## Exercise
Restate the records in full, keeping every word as it is.

● ● ● ● ●

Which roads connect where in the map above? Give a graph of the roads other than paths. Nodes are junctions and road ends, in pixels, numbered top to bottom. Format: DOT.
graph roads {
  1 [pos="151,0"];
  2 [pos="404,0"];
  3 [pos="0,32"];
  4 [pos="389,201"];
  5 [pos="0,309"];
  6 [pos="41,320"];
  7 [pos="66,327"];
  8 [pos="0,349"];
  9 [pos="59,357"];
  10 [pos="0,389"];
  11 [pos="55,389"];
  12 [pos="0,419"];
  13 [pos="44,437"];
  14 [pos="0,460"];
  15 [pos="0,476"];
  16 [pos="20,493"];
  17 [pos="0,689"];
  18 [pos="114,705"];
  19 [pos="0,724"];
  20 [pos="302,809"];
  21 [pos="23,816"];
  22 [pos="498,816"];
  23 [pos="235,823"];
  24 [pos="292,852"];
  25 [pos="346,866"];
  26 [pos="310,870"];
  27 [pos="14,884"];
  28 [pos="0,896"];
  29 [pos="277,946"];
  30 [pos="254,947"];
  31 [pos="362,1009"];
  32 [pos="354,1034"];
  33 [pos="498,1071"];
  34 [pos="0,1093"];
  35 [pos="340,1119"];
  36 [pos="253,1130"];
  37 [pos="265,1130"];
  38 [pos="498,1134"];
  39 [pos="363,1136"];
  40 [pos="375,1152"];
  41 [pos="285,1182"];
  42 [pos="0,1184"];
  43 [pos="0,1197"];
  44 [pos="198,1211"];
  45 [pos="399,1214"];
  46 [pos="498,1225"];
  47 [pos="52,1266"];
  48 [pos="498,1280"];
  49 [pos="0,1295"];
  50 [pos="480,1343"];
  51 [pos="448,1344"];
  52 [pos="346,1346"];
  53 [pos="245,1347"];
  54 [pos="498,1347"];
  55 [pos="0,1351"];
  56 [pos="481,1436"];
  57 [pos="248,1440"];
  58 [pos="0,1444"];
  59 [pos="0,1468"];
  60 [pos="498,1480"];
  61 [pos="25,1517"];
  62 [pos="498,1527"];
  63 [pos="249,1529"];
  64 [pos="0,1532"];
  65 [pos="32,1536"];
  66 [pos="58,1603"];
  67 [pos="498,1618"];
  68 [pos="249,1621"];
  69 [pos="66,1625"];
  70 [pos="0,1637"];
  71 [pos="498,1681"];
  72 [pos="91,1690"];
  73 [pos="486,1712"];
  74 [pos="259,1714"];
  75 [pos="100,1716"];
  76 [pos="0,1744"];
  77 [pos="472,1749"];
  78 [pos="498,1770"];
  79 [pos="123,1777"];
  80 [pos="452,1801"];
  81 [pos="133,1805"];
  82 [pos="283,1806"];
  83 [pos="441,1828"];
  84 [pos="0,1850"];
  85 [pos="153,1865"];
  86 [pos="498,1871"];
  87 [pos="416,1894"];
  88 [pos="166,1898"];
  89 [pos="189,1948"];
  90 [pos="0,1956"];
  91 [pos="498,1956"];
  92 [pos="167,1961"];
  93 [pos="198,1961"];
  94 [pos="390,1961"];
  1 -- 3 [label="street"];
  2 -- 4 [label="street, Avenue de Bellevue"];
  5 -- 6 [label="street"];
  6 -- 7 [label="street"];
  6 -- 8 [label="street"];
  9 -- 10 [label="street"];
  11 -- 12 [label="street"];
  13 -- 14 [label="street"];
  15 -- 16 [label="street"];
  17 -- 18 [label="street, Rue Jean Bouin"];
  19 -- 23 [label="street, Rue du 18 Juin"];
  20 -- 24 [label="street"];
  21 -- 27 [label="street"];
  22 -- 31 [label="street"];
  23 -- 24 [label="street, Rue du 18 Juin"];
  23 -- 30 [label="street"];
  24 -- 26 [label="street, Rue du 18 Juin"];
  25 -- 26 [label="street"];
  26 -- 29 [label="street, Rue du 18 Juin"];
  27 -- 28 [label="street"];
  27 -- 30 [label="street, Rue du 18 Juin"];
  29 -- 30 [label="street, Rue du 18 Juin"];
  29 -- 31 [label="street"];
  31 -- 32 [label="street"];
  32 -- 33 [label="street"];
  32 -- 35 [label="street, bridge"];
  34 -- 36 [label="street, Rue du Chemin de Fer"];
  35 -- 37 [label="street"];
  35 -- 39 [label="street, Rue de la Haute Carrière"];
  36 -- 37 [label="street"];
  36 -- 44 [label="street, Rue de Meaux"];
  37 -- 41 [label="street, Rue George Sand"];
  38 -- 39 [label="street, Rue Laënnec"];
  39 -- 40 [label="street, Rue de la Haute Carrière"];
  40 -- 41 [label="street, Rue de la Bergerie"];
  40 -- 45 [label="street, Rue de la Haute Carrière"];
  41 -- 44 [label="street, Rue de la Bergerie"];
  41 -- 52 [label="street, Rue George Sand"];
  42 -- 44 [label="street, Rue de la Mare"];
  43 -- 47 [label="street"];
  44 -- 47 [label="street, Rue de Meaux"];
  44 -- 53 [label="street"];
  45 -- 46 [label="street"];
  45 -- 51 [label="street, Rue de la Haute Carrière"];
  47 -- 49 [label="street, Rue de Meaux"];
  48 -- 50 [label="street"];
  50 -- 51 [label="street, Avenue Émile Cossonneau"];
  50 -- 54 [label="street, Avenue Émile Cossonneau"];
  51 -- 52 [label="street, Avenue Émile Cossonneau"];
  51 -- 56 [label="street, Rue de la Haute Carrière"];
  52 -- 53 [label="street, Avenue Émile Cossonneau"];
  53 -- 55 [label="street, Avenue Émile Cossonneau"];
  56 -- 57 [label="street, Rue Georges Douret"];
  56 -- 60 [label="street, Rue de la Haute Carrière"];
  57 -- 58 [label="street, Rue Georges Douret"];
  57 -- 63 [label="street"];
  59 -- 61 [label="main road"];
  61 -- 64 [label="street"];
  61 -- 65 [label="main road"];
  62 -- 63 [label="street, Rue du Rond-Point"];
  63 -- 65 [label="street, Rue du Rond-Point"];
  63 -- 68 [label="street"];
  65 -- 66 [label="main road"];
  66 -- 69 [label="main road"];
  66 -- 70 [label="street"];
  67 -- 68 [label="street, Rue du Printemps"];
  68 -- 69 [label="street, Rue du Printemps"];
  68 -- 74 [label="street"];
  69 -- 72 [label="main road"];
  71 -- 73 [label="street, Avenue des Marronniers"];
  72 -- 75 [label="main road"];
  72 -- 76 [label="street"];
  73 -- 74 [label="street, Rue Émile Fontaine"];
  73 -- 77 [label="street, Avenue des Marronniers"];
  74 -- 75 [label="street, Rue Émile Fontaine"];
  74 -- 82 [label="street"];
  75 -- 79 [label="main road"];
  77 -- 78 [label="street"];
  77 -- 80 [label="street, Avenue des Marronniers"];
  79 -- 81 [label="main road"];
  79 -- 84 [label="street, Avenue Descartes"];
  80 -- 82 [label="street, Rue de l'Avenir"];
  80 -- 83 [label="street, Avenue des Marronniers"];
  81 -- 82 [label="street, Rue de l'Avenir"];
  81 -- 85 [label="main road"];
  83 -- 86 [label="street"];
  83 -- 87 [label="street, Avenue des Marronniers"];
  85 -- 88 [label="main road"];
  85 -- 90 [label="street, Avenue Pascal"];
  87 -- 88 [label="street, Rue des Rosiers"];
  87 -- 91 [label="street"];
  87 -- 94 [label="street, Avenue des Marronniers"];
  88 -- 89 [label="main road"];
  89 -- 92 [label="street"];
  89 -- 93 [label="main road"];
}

● ● ● ● ●

## Solution to this task
Which roads connect where in the map above? Give a graph of the roads other than paths. Nodes are junctions and road ends, in pixels, numbered top to bottom. Format: DOT.
graph roads {
  1 [pos="151,0"];
  2 [pos="404,0"];
  3 [pos="0,32"];
  4 [pos="389,201"];
  5 [pos="0,309"];
  6 [pos="41,320"];
  7 [pos="66,327"];
  8 [pos="0,349"];
  9 [pos="59,357"];
  10 [pos="0,389"];
  11 [pos="55,389"];
  12 [pos="0,419"];
  13 [pos="44,437"];
  14 [pos="0,460"];
  15 [pos="0,476"];
  16 [pos="20,493"];
  17 [pos="0,689"];
  18 [pos="114,705"];
  19 [pos="0,724"];
  20 [pos="302,809"];
  21 [pos="23,816"];
  22 [pos="498,816"];
  23 [pos="235,823"];
  24 [pos="292,852"];
  25 [pos="346,866"];
  26 [pos="310,870"];
  27 [pos="14,884"];
  28 [pos="0,896"];
  29 [pos="277,946"];
  30 [pos="254,947"];
  31 [pos="362,1009"];
  32 [pos="354,1034"];
  33 [pos="498,1071"];
  34 [pos="0,1093"];
  35 [pos="340,1119"];
  36 [pos="253,1130"];
  37 [pos="265,1130"];
  38 [pos="498,1134"];
  39 [pos="363,1136"];
  40 [pos="375,1152"];
  41 [pos="285,1182"];
  42 [pos="0,1184"];
  43 [pos="0,1197"];
  44 [pos="198,1211"];
  45 [pos="399,1214"];
  46 [pos="498,1225"];
  47 [pos="52,1266"];
  48 [pos="498,1280"];
  49 [pos="0,1295"];
  50 [pos="480,1343"];
  51 [pos="448,1344"];
  52 [pos="346,1346"];
  53 [pos="245,1347"];
  54 [pos="498,1347"];
  55 [pos="0,1351"];
  56 [pos="481,1436"];
  57 [pos="248,1440"];
  58 [pos="0,1444"];
  59 [pos="0,1468"];
  60 [pos="498,1480"];
  61 [pos="25,1517"];
  62 [pos="498,1527"];
  63 [pos="249,1529"];
  64 [pos="0,1532"];
  65 [pos="32,1536"];
  66 [pos="58,1603"];
  67 [pos="498,1618"];
  68 [pos="249,1621"];
  69 [pos="66,1625"];
  70 [pos="0,1637"];
  71 [pos="498,1681"];
  72 [pos="91,1690"];
  73 [pos="486,1712"];
  74 [pos="259,1714"];
  75 [pos="100,1716"];
  76 [pos="0,1744"];
  77 [pos="472,1749"];
  78 [pos="498,1770"];
  79 [pos="123,1777"];
  80 [pos="452,1801"];
  81 [pos="133,1805"];
  82 [pos="283,1806"];
  83 [pos="441,1828"];
  84 [pos="0,1850"];
  85 [pos="153,1865"];
  86 [pos="498,1871"];
  87 [pos="416,1894"];
  88 [pos="166,1898"];
  89 [pos="189,1948"];
  90 [pos="0,1956"];
  91 [pos="498,1956"];
  92 [pos="167,1961"];
  93 [pos="198,1961"];
  94 [pos="390,1961"];
  1 -- 3 [label="street"];
  2 -- 4 [label="street, Avenue de Bellevue"];
  5 -- 6 [label="street"];
  6 -- 7 [label="street"];
  6 -- 8 [label="street"];
  9 -- 10 [label="street"];
  11 -- 12 [label="street"];
  13 -- 14 [label="street"];
  15 -- 16 [label="street"];
  17 -- 18 [label="street, Rue Jean Bouin"];
  19 -- 23 [label="street, Rue du 18 Juin"];
  20 -- 24 [label="street"];
  21 -- 27 [label="street"];
  22 -- 31 [label="street"];
  23 -- 24 [label="street, Rue du 18 Juin"];
  23 -- 30 [label="street"];
  24 -- 26 [label="street, Rue du 18 Juin"];
  25 -- 26 [label="street"];
  26 -- 29 [label="street, Rue du 18 Juin"];
  27 -- 28 [label="street"];
  27 -- 30 [label="street, Rue du 18 Juin"];
  29 -- 30 [label="street, Rue du 18 Juin"];
  29 -- 31 [label="street"];
  31 -- 32 [label="street"];
  32 -- 33 [label="street"];
  32 -- 35 [label="street, bridge"];
  34 -- 36 [label="street, Rue du Chemin de Fer"];
  35 -- 37 [label="street"];
  35 -- 39 [label="street, Rue de la Haute Carrière"];
  36 -- 37 [label="street"];
  36 -- 44 [label="street, Rue de Meaux"];
  37 -- 41 [label="street, Rue George Sand"];
  38 -- 39 [label="street, Rue Laënnec"];
  39 -- 40 [label="street, Rue de la Haute Carrière"];
  40 -- 41 [label="street, Rue de la Bergerie"];
  40 -- 45 [label="street, Rue de la Haute Carrière"];
  41 -- 44 [label="street, Rue de la Bergerie"];
  41 -- 52 [label="street, Rue George Sand"];
  42 -- 44 [label="street, Rue de la Mare"];
  43 -- 47 [label="street"];
  44 -- 47 [label="street, Rue de Meaux"];
  44 -- 53 [label="street"];
  45 -- 46 [label="street"];
  45 -- 51 [label="street, Rue de la Haute Carrière"];
  47 -- 49 [label="street, Rue de Meaux"];
  48 -- 50 [label="street"];
  50 -- 51 [label="street, Avenue Émile Cossonneau"];
  50 -- 54 [label="street, Avenue Émile Cossonneau"];
  51 -- 52 [label="street, Avenue Émile Cossonneau"];
  51 -- 56 [label="street, Rue de la Haute Carrière"];
  52 -- 53 [label="street, Avenue Émile Cossonneau"];
  53 -- 55 [label="street, Avenue Émile Cossonneau"];
  56 -- 57 [label="street, Rue Georges Douret"];
  56 -- 60 [label="street, Rue de la Haute Carrière"];
  57 -- 58 [label="street, Rue Georges Douret"];
  57 -- 63 [label="street"];
  59 -- 61 [label="main road"];
  61 -- 64 [label="street"];
  61 -- 65 [label="main road"];
  62 -- 63 [label="street, Rue du Rond-Point"];
  63 -- 65 [label="street, Rue du Rond-Point"];
  63 -- 68 [label="street"];
  65 -- 66 [label="main road"];
  66 -- 69 [label="main road"];
  66 -- 70 [label="street"];
  67 -- 68 [label="street, Rue du Printemps"];
  68 -- 69 [label="street, Rue du Printemps"];
  68 -- 74 [label="street"];
  69 -- 72 [label="main road"];
  71 -- 73 [label="street, Avenue des Marronniers"];
  72 -- 75 [label="main road"];
  72 -- 76 [label="street"];
  73 -- 74 [label="street, Rue Émile Fontaine"];
  73 -- 77 [label="street, Avenue des Marronniers"];
  74 -- 75 [label="street, Rue Émile Fontaine"];
  74 -- 82 [label="street"];
  75 -- 79 [label="main road"];
  77 -- 78 [label="street"];
  77 -- 80 [label="street, Avenue des Marronniers"];
  79 -- 81 [label="main road"];
  79 -- 84 [label="street, Avenue Descartes"];
  80 -- 82 [label="street, Rue de l'Avenir"];
  80 -- 83 [label="street, Avenue des Marronniers"];
  81 -- 82 [label="street, Rue de l'Avenir"];
  81 -- 85 [label="main road"];
  83 -- 86 [label="street"];
  83 -- 87 [label="street, Avenue des Marronniers"];
  85 -- 88 [label="main road"];
  85 -- 90 [label="street, Avenue Pascal"];
  87 -- 88 [label="street, Rue des Rosiers"];
  87 -- 91 [label="street"];
  87 -- 94 [label="street, Avenue des Marronniers"];
  88 -- 89 [label="main road"];
  89 -- 92 [label="street"];
  89 -- 93 [label="main road"];
}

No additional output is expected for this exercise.